I haven't written a post about what I'm thankful for because honestly I didn't want to be like everyone else :). But, the more I thought about it, the more I feel like I want to share what I'm thankful for because the thankfulness in my heart is overflowing.
The thing that I'm thankful for most of all is my relationship with Jesus Christ. He loves me, accepts me, is my Savior and Creator, made me in His image, has a plan for my life so that He will be glorified, is my rock, my provision, my peace, my contentment, my sanity, my clarity, my joy; He's forgiving, strong, powerful, slow to anger, rich in love... My relationship with Him is what keeps me going even when I feel like I can't go on any more. He is the only constant in a changing world. I am undeserving of His grace and forgiveness, yet He abundantly blesses me anyway.
I have been abundantly blessed with the most amazing family a girl could ask for :). My husband is incredible. He is godly, supportive, wise, loving, helpful, a leader, and he loves his family more than anything else in this world. He takes care of us. We are closer than ever before, and I thank Jesus for that... I attribute that to the move that we made almost 5 months ago. That move changed our lives forever.
My kids are beautiful. They are sweet, full of life, funny, loving, smart, and just all that I could ever ask for. They show me something new every day. I am so excited about watching them grow up, and I pray that they become life-long servants of the Lord.
My relationship with my parents has grown so much over the past year. God has shown me how lucky I am. They love us more than words could ever express, and they would do anything for us. They raised me up to know Jesus, to love others right where they are, and they showed me (through how they have lived their life) that my family is more important than anything else that this life has to offer. I'm so grateful to them for all that they have done in my life from the time I was born :).
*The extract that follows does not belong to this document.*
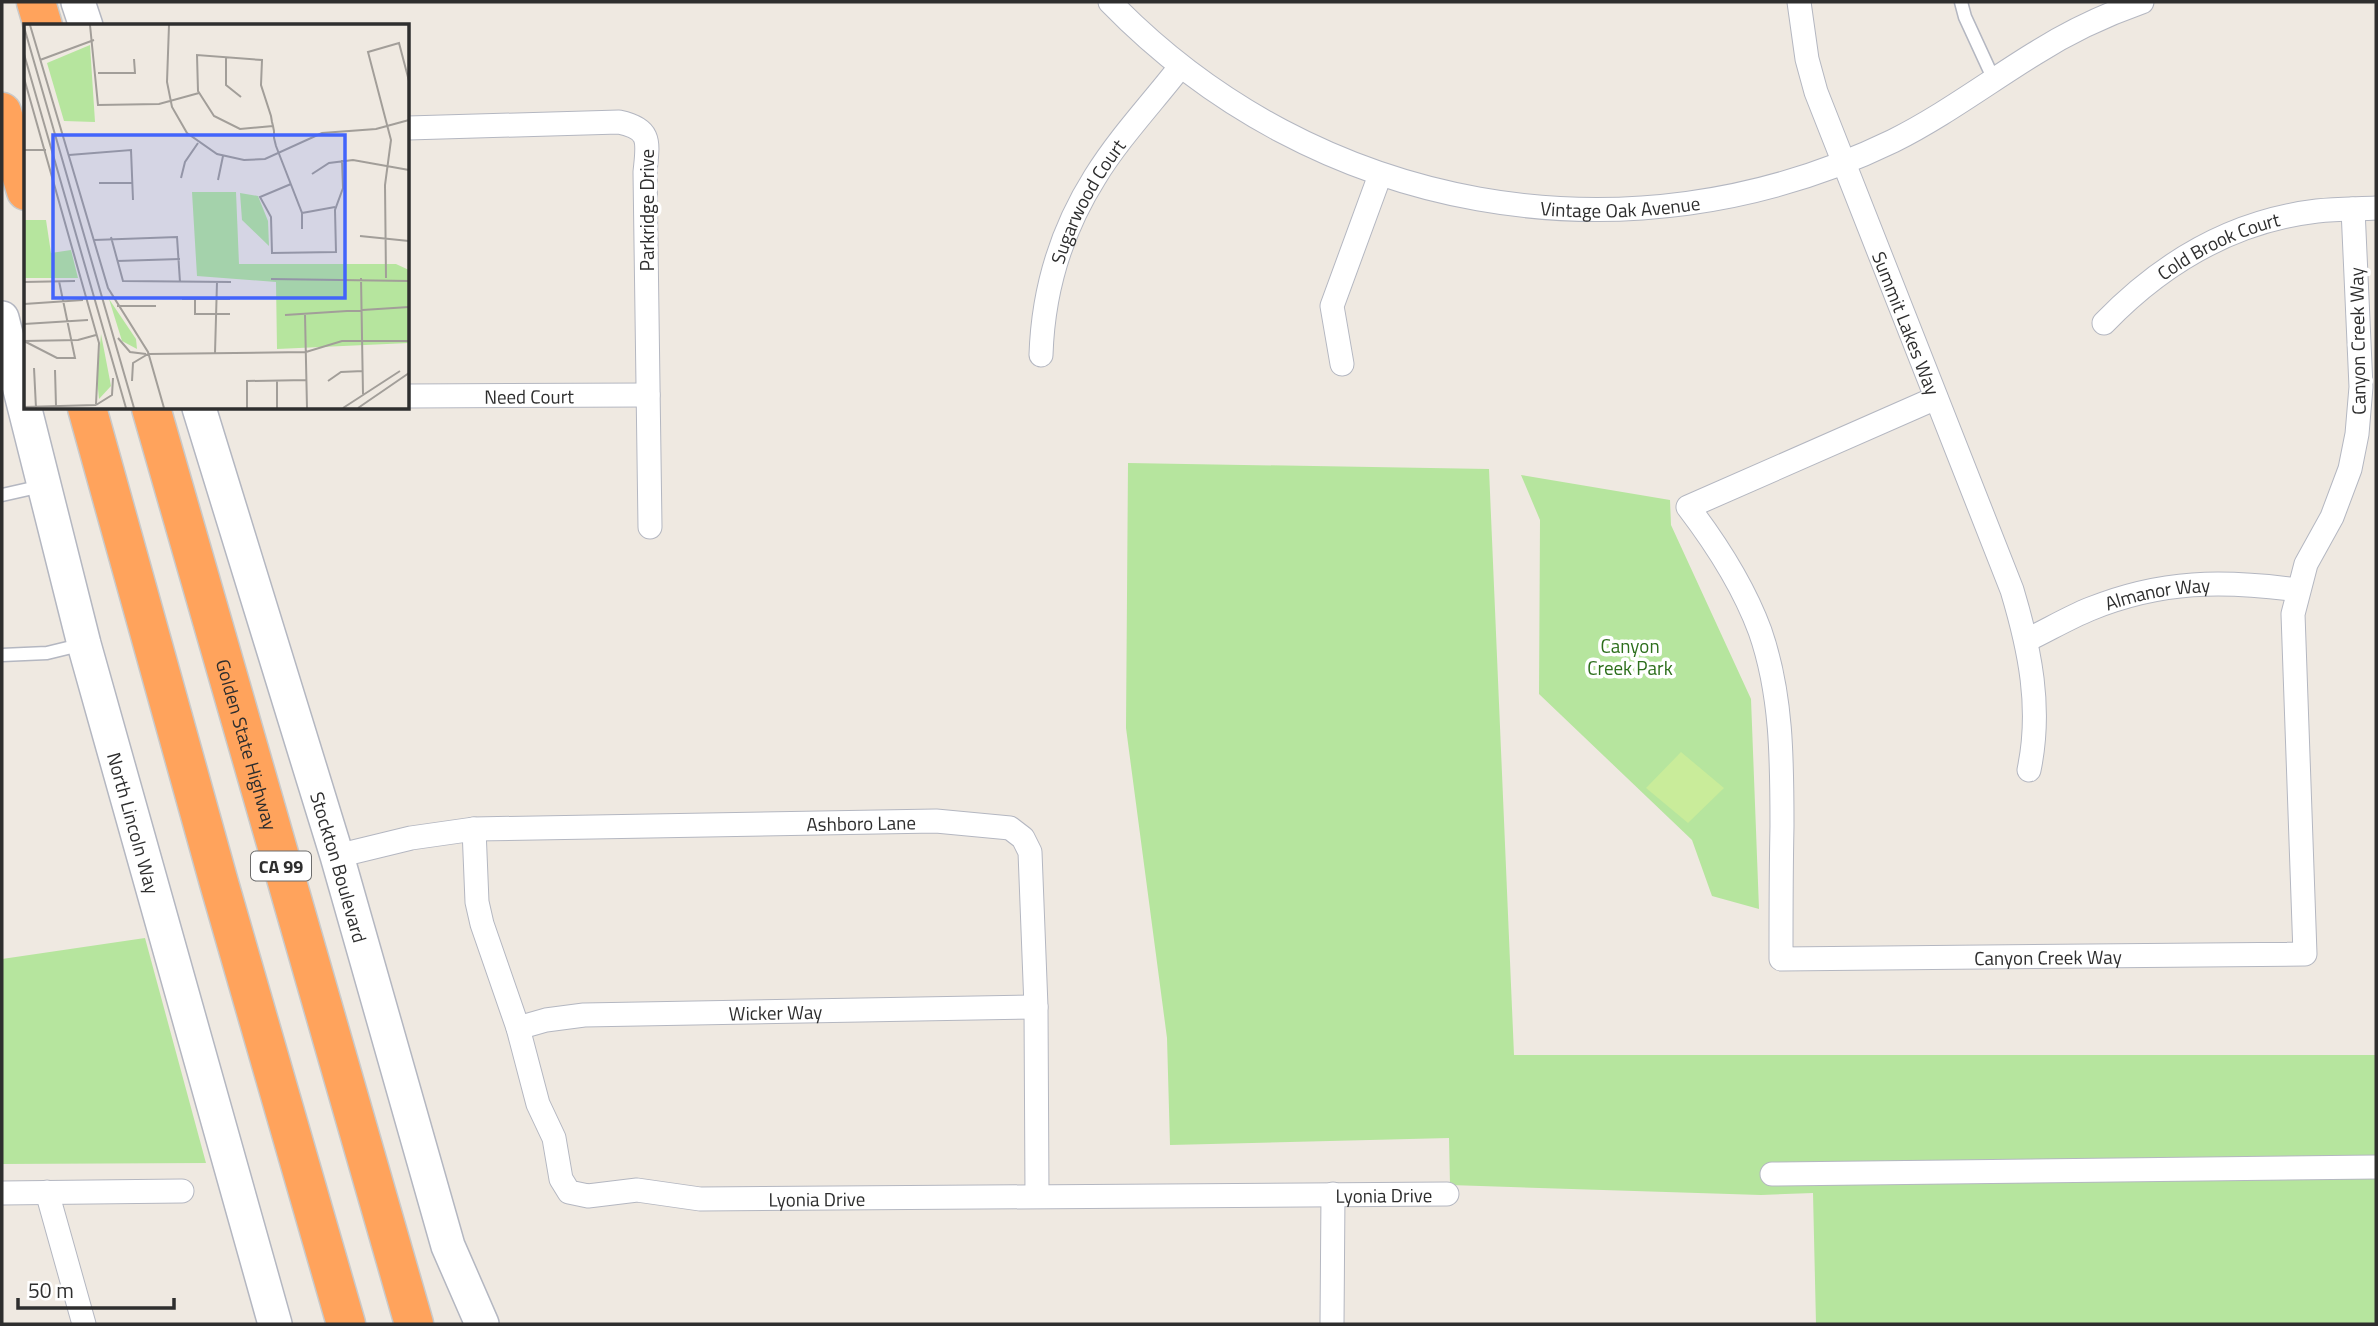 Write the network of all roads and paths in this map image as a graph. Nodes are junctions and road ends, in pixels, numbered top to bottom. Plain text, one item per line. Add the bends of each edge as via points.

I'm so thankful for my in-laws who have provided us a place to live until God opens doors for us to move on. What a sacrifice! Our family of 5 has completely taken over their house, and I have not heard one complaint. Without this provision, the transition would have been so much more difficult.
It would be easy to sit and focus on the fact that we don't have our own place, but I know that God has us here for a reason and a purpose, and I'm thankful that He has made a way for us to come here without having to worry about finances for a season. We will have our own place at the right time, and it will be just right for our family :). And it will be our own home. Without the provision of living with my in-laws we would probably never be able to own our own home.
After years of trying to understand where I fit as a teacher, He has opened a door to teach at a school that wants their teachers to be "save the world teachers." It is a perfect fit for me. I feel like I make a difference every time I step foot into my classroom. My students amaze me every day. They overcome a lot of obstacles and desire to learn and grow. They have passion. They love others.
I have learned more about good instruction in the past 3-4 months than I ever have. I am so excited about the future at this school because I know that I will continue to grow as a teacher and continue to develop relationships with amazing people. I can't imagine being anywhere else.
I'm so thankful that God led me to Kessler Community Church. I can't wait until we live closer and can be more involved :). The church is an amazing group of people who love Jesus and others. They are passionate about loving people so much that the moment I walked in I knew that was where we belonged. I am excited about getting to know the amazing people in the church better and building life-long friendships. I know that God will use us through the church to glorify Himself.
For the first time in my whole life, I have complete peace about where we are, I am content even with the parts of life that aren't "perfect," and I know that God is in control and is sovereign. I am excited about the future and what the Lord is going to do in and through my family.
This Thanksgiving will be bitter sweet because it has been a year on the 30th since my brother died. It is still pretty surreal to me that he isn't here anymore, and it is very hard some times... especially at nights when I have nothing else to think about. But, I know that he isn't suffering anymore. He has struggled with severe depression and OCD his whole life. It tormented him. He is in heaven with Jesus now, and I know that he is healed. My goal this holiday season is to not focus on his death, but focus on the good memories that I have of him... of us growing up. We were close as kids because we were only 18 months apart and it was just the two of us. Some of my most vivid memories are of holidays... Every Christmas morning, we would sneak downstairs to look at what "Santa" brought us, then we would just sit in his room giggling out of excitement and anticipation of being able to wake up my parents.
I want to hold on to those good memories.